Task statement: Print the data exactly as written, but leave out each picture.

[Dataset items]
************

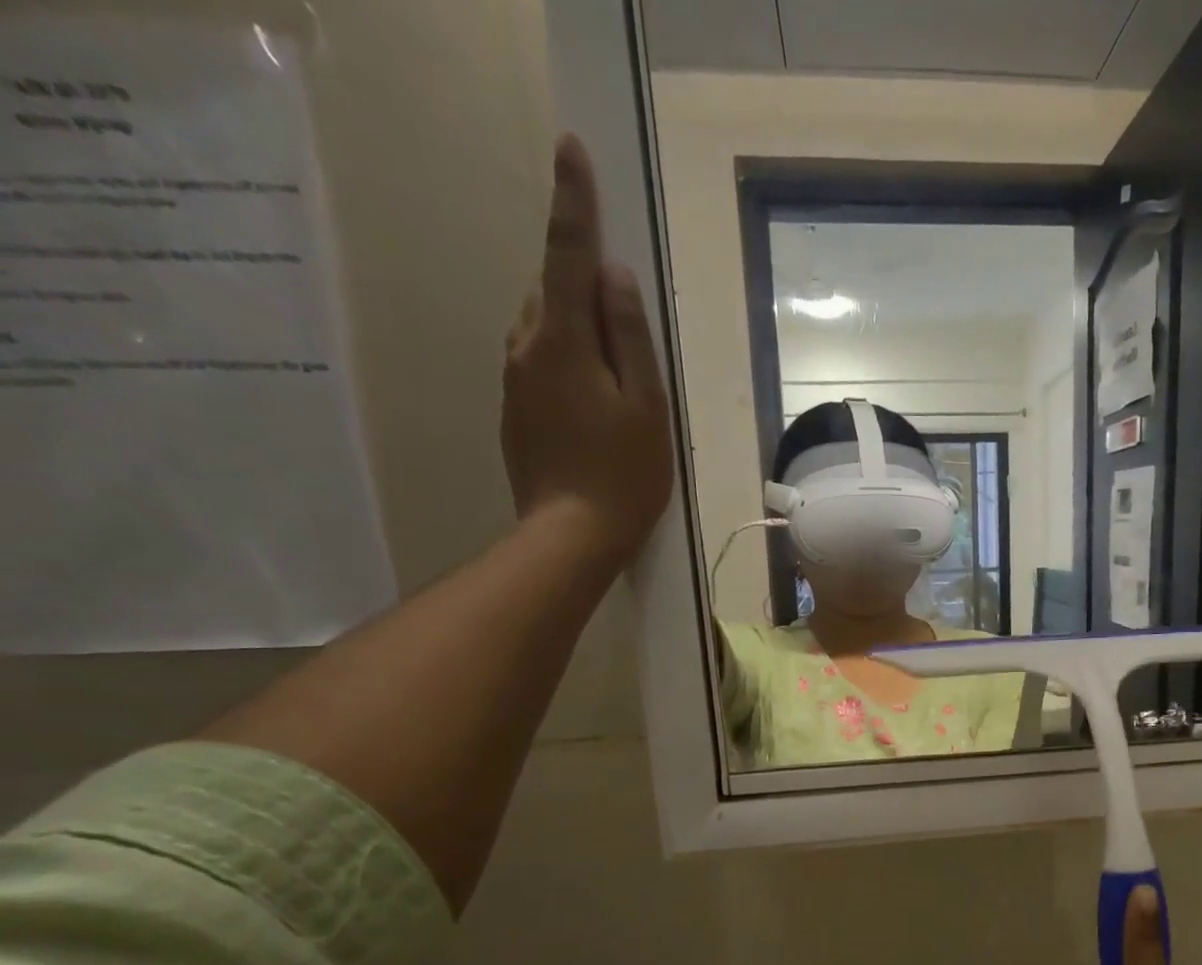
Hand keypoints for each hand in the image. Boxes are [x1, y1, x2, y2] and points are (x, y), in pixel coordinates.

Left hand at [502, 134, 672, 564]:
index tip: (570, 149)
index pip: (567, 255)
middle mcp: (525, 348)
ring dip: (574, 329)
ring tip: (614, 373)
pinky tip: (592, 402)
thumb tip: (614, 278)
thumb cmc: (623, 474)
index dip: (572, 202)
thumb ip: (631, 339)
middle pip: (551, 291)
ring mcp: (513, 381)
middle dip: (581, 285)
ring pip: (542, 329)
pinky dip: (565, 362)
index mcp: (561, 340)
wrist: (570, 535)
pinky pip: (537, 363)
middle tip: (622, 317)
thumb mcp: (645, 406)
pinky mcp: (513, 411)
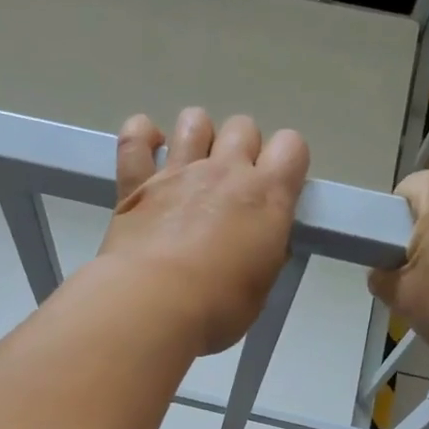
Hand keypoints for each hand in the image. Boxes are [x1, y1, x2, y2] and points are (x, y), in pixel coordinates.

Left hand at [98, 108, 308, 354]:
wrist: (153, 305)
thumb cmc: (216, 308)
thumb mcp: (259, 289)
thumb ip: (262, 256)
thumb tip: (260, 247)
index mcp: (266, 197)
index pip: (292, 146)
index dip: (286, 162)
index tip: (276, 189)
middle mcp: (225, 171)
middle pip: (243, 127)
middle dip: (241, 149)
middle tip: (230, 187)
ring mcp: (179, 171)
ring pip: (194, 120)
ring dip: (197, 136)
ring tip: (191, 165)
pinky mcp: (136, 182)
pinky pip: (135, 138)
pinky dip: (141, 137)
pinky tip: (148, 152)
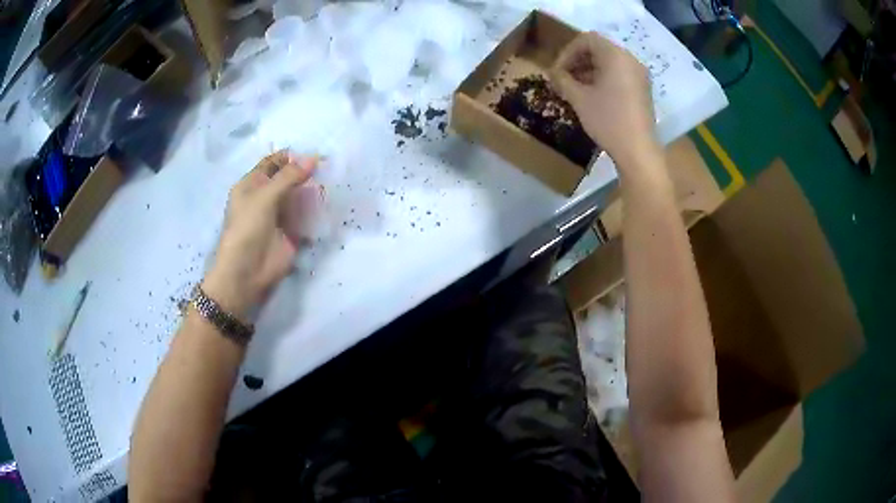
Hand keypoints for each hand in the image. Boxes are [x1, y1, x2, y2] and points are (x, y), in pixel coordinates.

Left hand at [202, 151, 316, 319]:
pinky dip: (316, 210)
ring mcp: (278, 215)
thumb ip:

************

Output below:
Hand keypoints for each hand in the image. Boxes are [x1, y1, x2, y2] and points are (x, y), in pixel coordinates.

Left hand at [502, 134, 672, 564]:
index tip: (570, 149)
index pip: (567, 255)
middle mcp: (525, 348)
ring dip: (574, 329)
ring tip: (614, 373)
pinky tip: (592, 402)
thumb tip: (614, 278)
thumb cmc: (623, 474)
index dip: (572, 202)
thumb ip: (631, 339)
middle pip: (551, 291)
ring mcp: (513, 381)
middle dip: (581, 285)
ring pip: (542, 329)
pinky dip: (565, 362)
index mcp: (561, 340)
wrist: (570, 535)
pinky pip: (537, 363)
middle tip: (622, 317)
thumb mcp: (645, 406)
pinky mcp: (513, 411)
Hand keypoints for each hand in the image. Boxes are [x1, y1, x2, y2] and points are (x, y), in pixel coordinates.

Left hand at [98, 108, 308, 354]:
wrist: (153, 305)
thumb cmc: (216, 308)
thumb mcp: (259, 289)
thumb ip: (262, 256)
thumb tip: (260, 247)
index mcp: (266, 197)
index pip: (292, 146)
index dip: (286, 162)
index tip: (276, 189)
middle mcp: (225, 171)
middle pip: (243, 127)
middle dip: (241, 149)
middle tip: (230, 187)
ring mcp: (179, 171)
ring pip: (194, 120)
ring dip: (197, 136)
ring tip: (191, 165)
pinky mcp: (136, 182)
pinky pip: (135, 138)
pinky dip: (141, 137)
pinky tip: (148, 152)
Hand keypoints for each hand in the image. Boxes are [x1, y1, x2, y2] and points are (x, y), in pixel coordinates.

Left hand at [202, 151, 316, 319]:
pinky dip: (316, 210)
ring mcp: (278, 215)
thumb ip:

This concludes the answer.